Could you write out the listing below exactly as it stands, leaving out the pictures?

****************

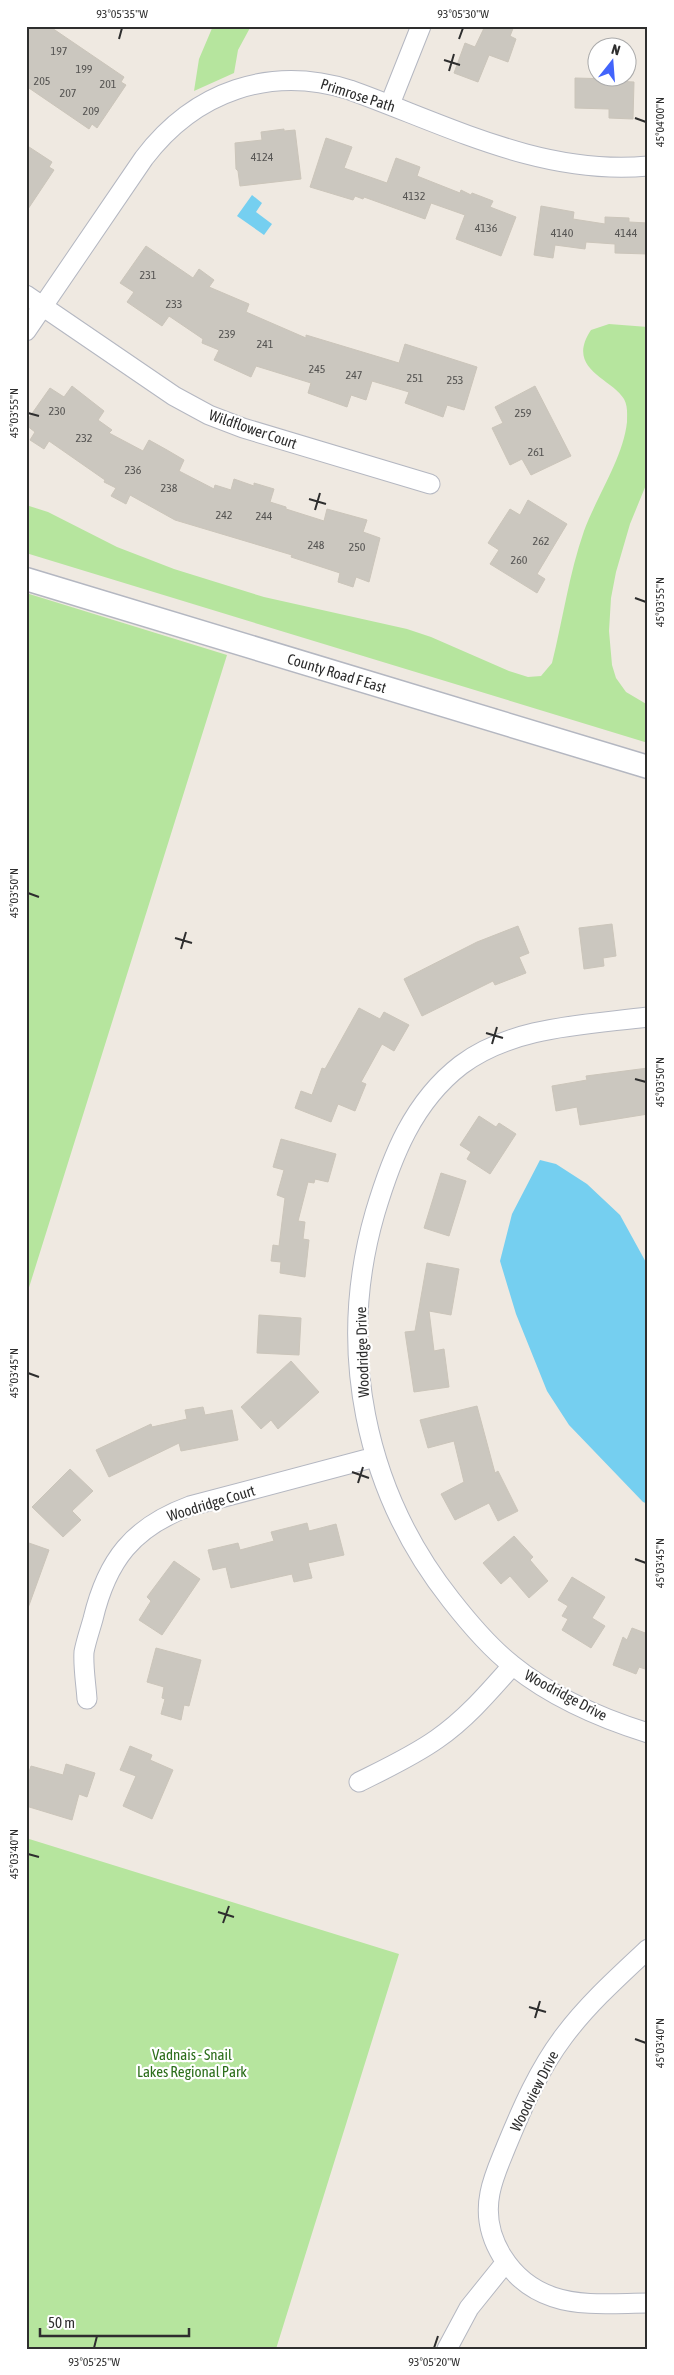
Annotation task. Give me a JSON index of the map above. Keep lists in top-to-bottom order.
{
  "streets": {
    "street": [
      "Primrose Path",
      "Wildflower Court",
      "County Road F East",
      "Woodridge Drive",
      "Woodridge Court",
      "Woodview Drive"
    ]
  },
  "crossings": [
    ["Primrose Path", "Wildflower Court"],
    ["Woodridge Drive", "Woodridge Court"]
  ],
  "parks": ["Vadnais - Snail Lakes Regional Park"],
  "house_numbers": [
    "197",
    "199",
    "205",
    "201",
    "207",
    "209",
    "4124",
    "4132",
    "4136",
    "4140",
    "4144",
    "231",
    "233",
    "239",
    "241",
    "245",
    "247",
    "251",
    "253",
    "230",
    "259",
    "232",
    "261",
    "236",
    "238",
    "242",
    "244",
    "262",
    "248",
    "250",
    "260"
  ],
  "scale_bar": "50 m",
  "north": "top",
  "coordinates": [
    "93°05'35\"W",
    "93°05'30\"W",
    "45°04'00\"N",
    "45°03'55\"N",
    "45°03'50\"N",
    "45°03'45\"N",
    "45°03'40\"N",
    "93°05'25\"W",
    "93°05'20\"W"
  ]
}
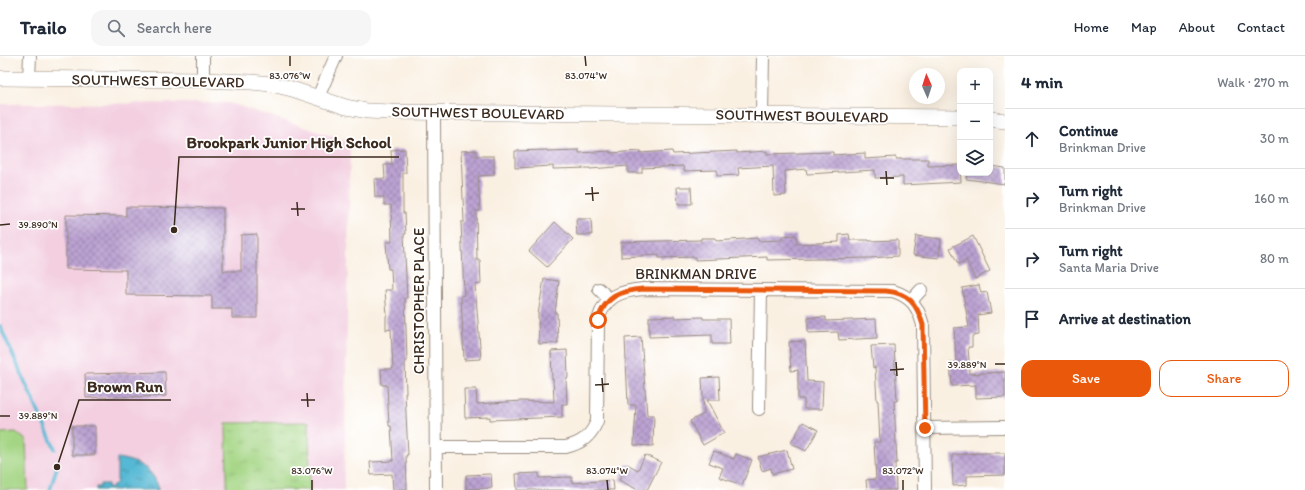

****************

Solution for this task
Annotation task. Give me a JSON index of the map above. Keep lists in top-to-bottom order.
{
  "streets": {
    "street": [
      "Primrose Path",
      "Wildflower Court",
      "County Road F East",
      "Woodridge Drive",
      "Woodridge Court",
      "Woodview Drive"
    ]
  },
  "crossings": [
    ["Primrose Path", "Wildflower Court"],
    ["Woodridge Drive", "Woodridge Court"]
  ],
  "parks": ["Vadnais - Snail Lakes Regional Park"],
  "house_numbers": [
    "197",
    "199",
    "205",
    "201",
    "207",
    "209",
    "4124",
    "4132",
    "4136",
    "4140",
    "4144",
    "231",
    "233",
    "239",
    "241",
    "245",
    "247",
    "251",
    "253",
    "230",
    "259",
    "232",
    "261",
    "236",
    "238",
    "242",
    "244",
    "262",
    "248",
    "250",
    "260"
  ],
  "scale_bar": "50 m",
  "north": "top",
  "coordinates": [
    "93°05'35\"W",
    "93°05'30\"W",
    "45°04'00\"N",
    "45°03'55\"N",
    "45°03'50\"N",
    "45°03'45\"N",
    "45°03'40\"N",
    "93°05'25\"W",
    "93°05'20\"W"
  ]
}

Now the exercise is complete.